Write the negation of the conditional statement. Is this fine?
The negation of any statement $S$ is "It is false that $S$".
For your example, "If it is orange then it is not a banana", the negation is "it is false that if it is orange then it is not a banana".
Now, how could it be false that if it is orange then it is not a banana? I come to you in a bar. I say "I will bet you \$50 that whatever you come up with, if it is orange then it is not a banana." You say "I will take that bet." What can you do to win? Can you come up with some purple object and say "See, you are wrong!" Er, no. I was not talking about purple objects. I was talking about orange ones. I said that orange objects are not bananas.

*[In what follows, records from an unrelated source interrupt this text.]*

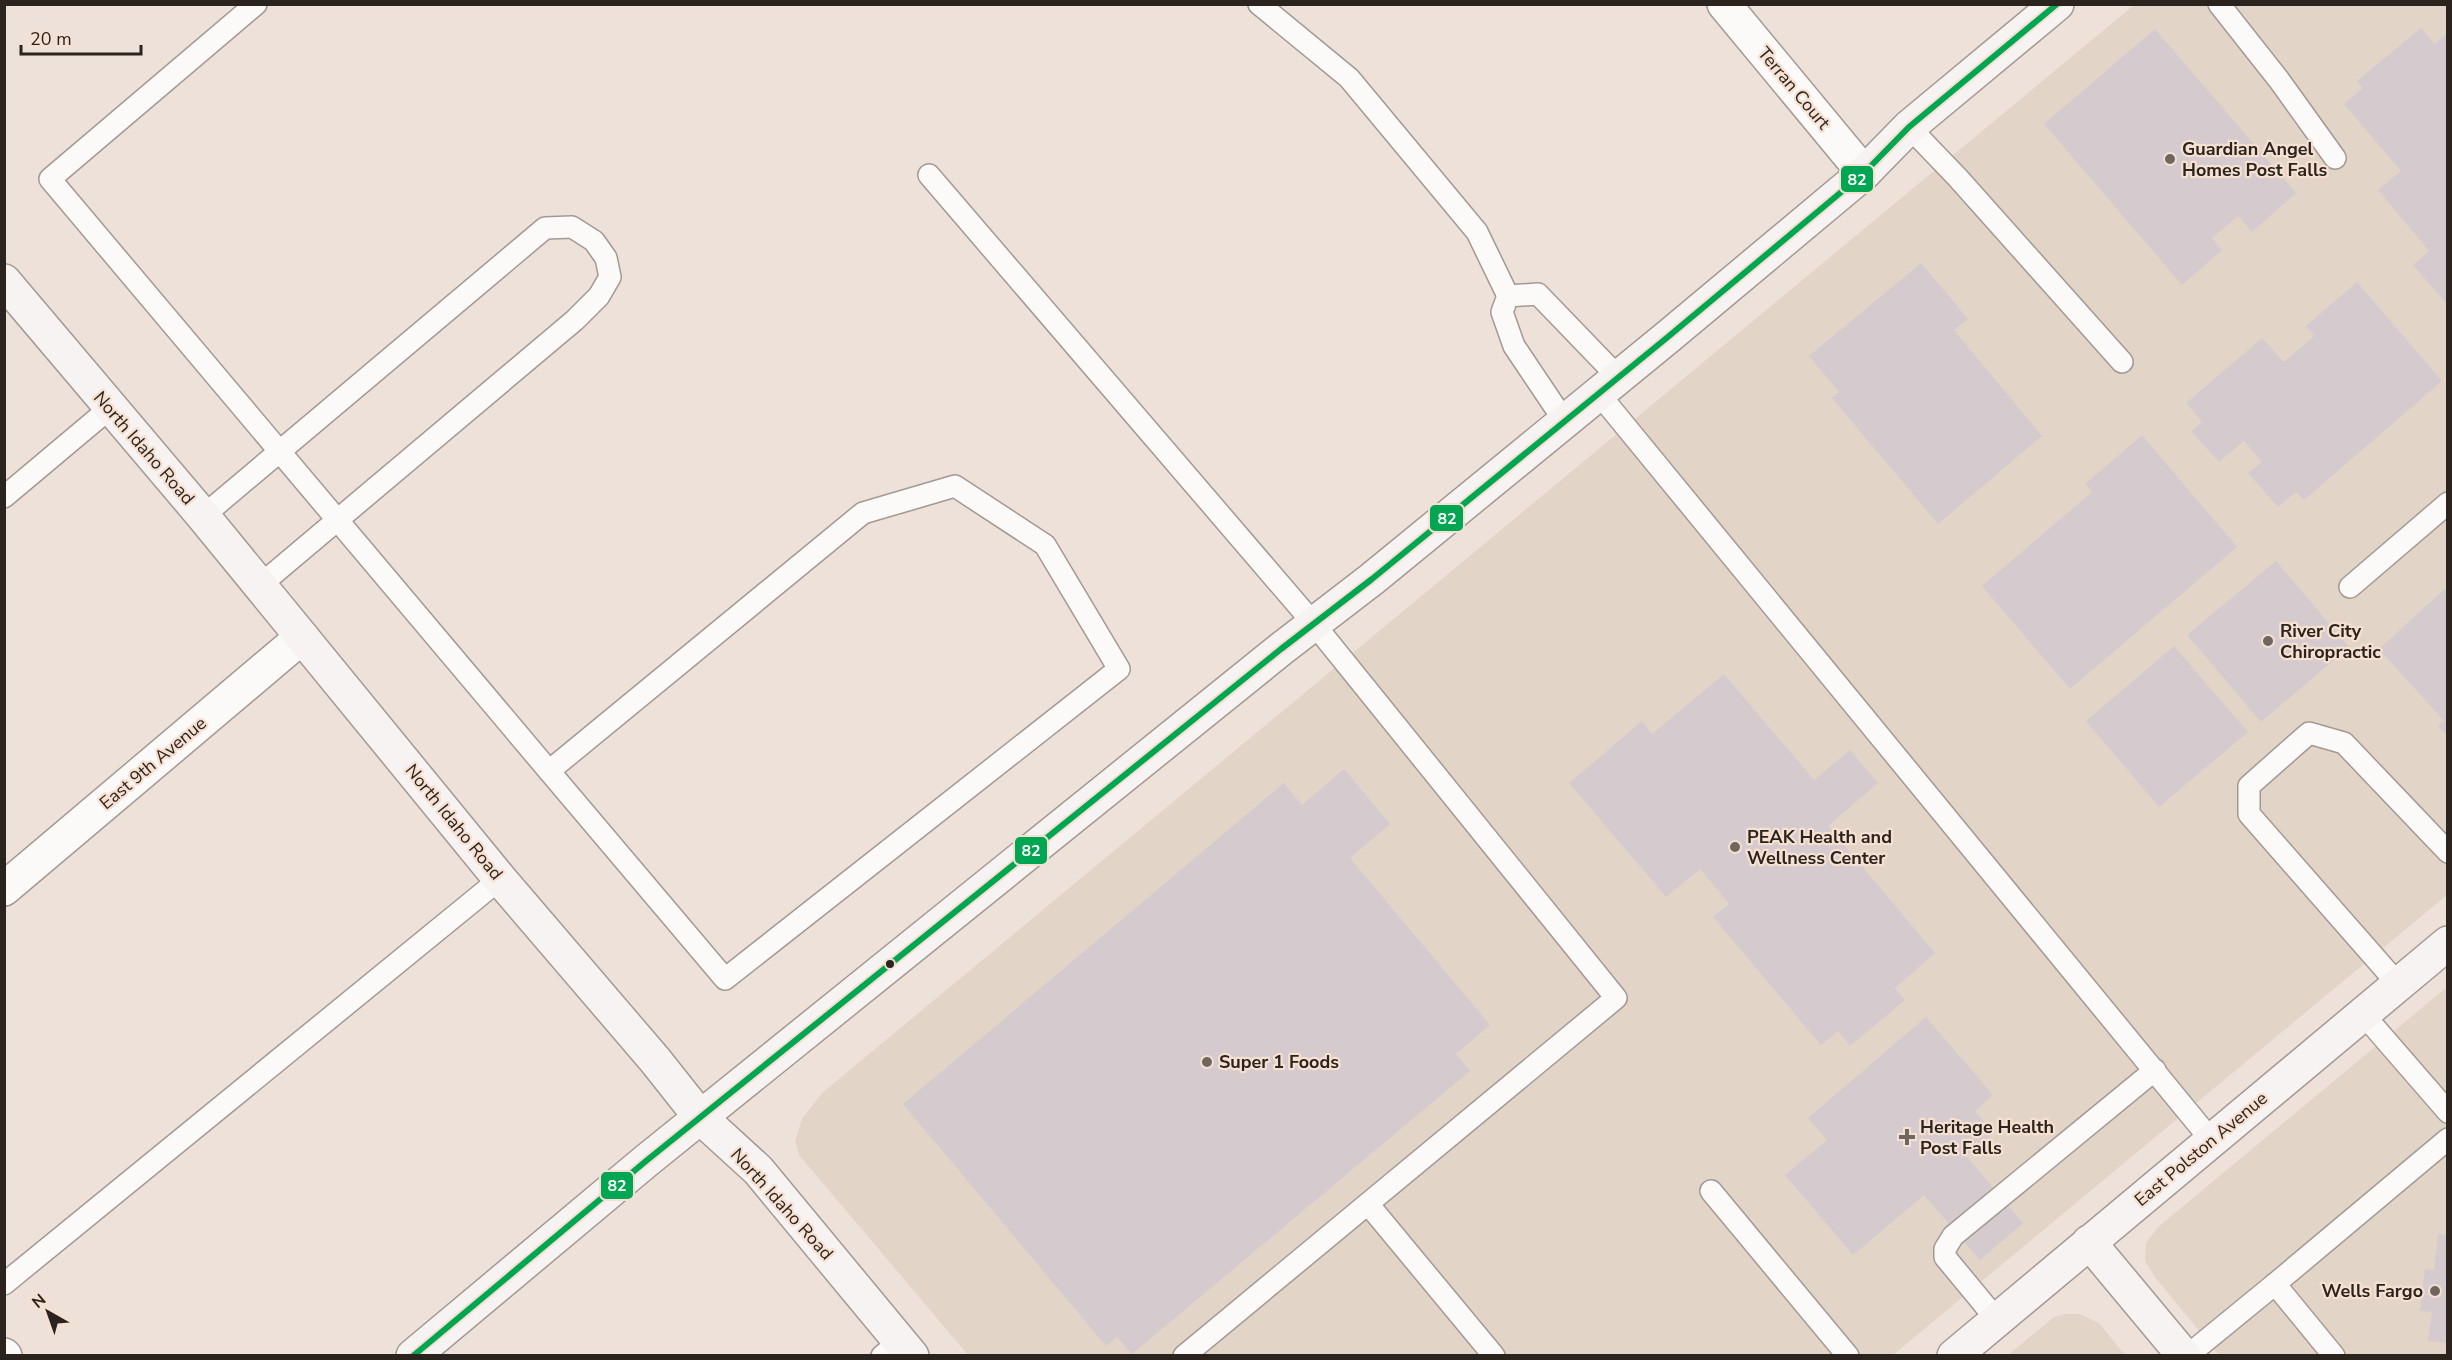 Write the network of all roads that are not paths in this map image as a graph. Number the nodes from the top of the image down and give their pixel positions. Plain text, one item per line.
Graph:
1 (256, 4) edge
2 (1259, 4) edge
3 (1724, 4) edge
4 (2057, 4) edge
5 (2219, 4) edge
6 (1909, 127) junction
7 (2335, 158) dead end
8 (1864, 173) junction
9 (928, 175) dead end
10 (4, 281) edge
11 (1508, 296) junction
12 (2122, 362) dead end
13 (1609, 386) junction
14 (110, 408) junction
15 (1565, 422) junction
16 (279, 451) junction
17 (4, 497) edge
18 (2448, 503) edge
19 (202, 516) junction
20 (338, 520) junction
21 (258, 586) junction
22 (2350, 587) dead end
23 (1314, 624) junction
24 (302, 637) junction
25 (549, 771) junction
26 (2448, 852) edge
27 (500, 879) junction
28 (4, 889) edge
29 (2448, 944) edge
30 (2398, 984) junction
31 (2363, 1014) junction
32 (2155, 1070) junction
33 (2448, 1112) edge
34 (701, 1118) junction
35 (2448, 1139) edge
36 (2211, 1140) junction
37 (1711, 1191) dead end
38 (1368, 1204) junction
39 (2089, 1242) junction
40 (4, 1284) edge
41 (2275, 1284) junction
42 (1997, 1320) junction
43 (898, 1351) edge
44 (413, 1356) edge
45 (1185, 1356) edge
46 (1494, 1356) edge
47 (1848, 1356) edge
48 (1954, 1356) edge
49 (2186, 1356) edge
50 (2334, 1356) edge

1 - 16 lane
2 - 11 lane
3 - 8 street, Terran Court
4 - 6 main road
5 - 7 lane
6 - 8 main road
6 - 12 lane
8 - 13 main road
9 - 23 lane
10 - 14 main road, North Idaho Road
11 - 13 lane
11 - 15 lane
13 - 15 main road
13 - 32 lane
14 - 17 lane
14 - 19 main road, North Idaho Road
15 - 23 main road
16 - 19 lane
16 - 20 lane
16 - 20 lane
18 - 22 lane
19 - 21 main road, North Idaho Road
20 - 21 lane
20 - 25 lane
21 - 24 main road, North Idaho Road
23 - 34 main road
23 - 38 lane
24 - 27 main road, North Idaho Road
24 - 28 street, East 9th Avenue
25 - 25 lane
26 - 30 lane
27 - 34 main road, North Idaho Road
27 - 40 lane
29 - 30 main road, East Polston Avenue
30 - 31 main road, East Polston Avenue
31 - 33 lane
31 - 36 main road, East Polston Avenue
32 - 36 lane
32 - 42 lane
34 - 43 main road, North Idaho Road
34 - 44 main road
35 - 41 lane
36 - 39 main road, East Polston Avenue
37 - 47 lane
38 - 45 lane
38 - 46 lane
39 - 42 main road, East Polston Avenue
39 - 49 main road
41 - 49 lane
41 - 50 lane
42 - 48 main road, East Polston Avenue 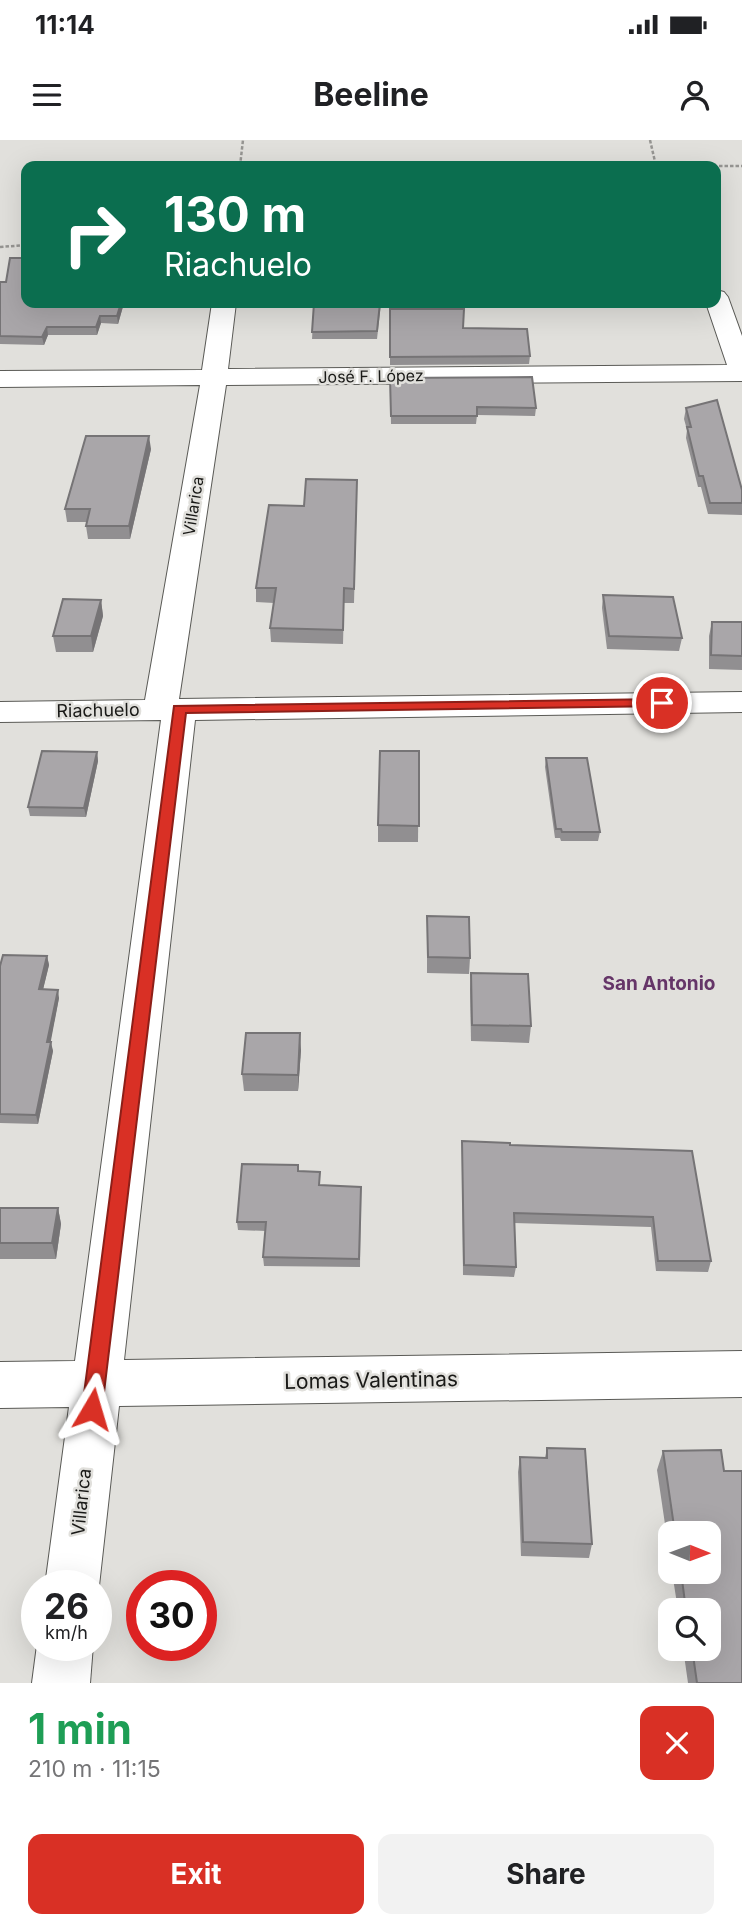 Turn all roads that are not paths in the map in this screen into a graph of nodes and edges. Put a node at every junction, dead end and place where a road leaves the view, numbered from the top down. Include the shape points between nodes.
1 (223, 308) edge
2 (720, 308) edge
3 (742, 372) edge
4 (214, 378) junction
5 (0, 379) edge
6 (742, 702) edge
7 (170, 710) junction
8 (0, 712) edge
9 (742, 1374) edge
10 (95, 1384) junction
11 (0, 1385) edge
12 (74, 1570) edge
13 (63, 1661) edge
14 (61, 1683) edge

1 - 4 street, Villarica
2 - 3 street
3 - 4 street, José F. López
4 - 5 street, José F. López
4 - 7 street, Villarica
6 - 7 street, Riachuelo
7 - 8 street, Riachuelo
7 - 10 street, Villarica
9 - 10 street, Lomas Valentinas
10 - 11 street, Lomas Valentinas
10 - 12 street, Villarica
13 - 14 street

Oh, now you understand. You reach into your pocket and take
out an orange banana. "Here is a thing that is orange and it is a banana! You owe me \$50!" "Drat!" I reply.
When you want to prove that it is false that if it is orange then it is not a banana, you cannot do it by coming up with purple grapes, or even with purple bananas. You have to come up with an orange banana.
The negation of your sentence "If it is orange then it is not a banana" is "It is orange and it is a banana".
Maybe it helps to take a less silly example. If I say "If a certain person is a politician, then they are not honest." You cannot disprove this by coming up up with an honest bus driver, or even a dishonest bus driver. The only way to falsify it is to come up with an honest politician. So the negation of this claim is "A certain person is a politician, and is honest."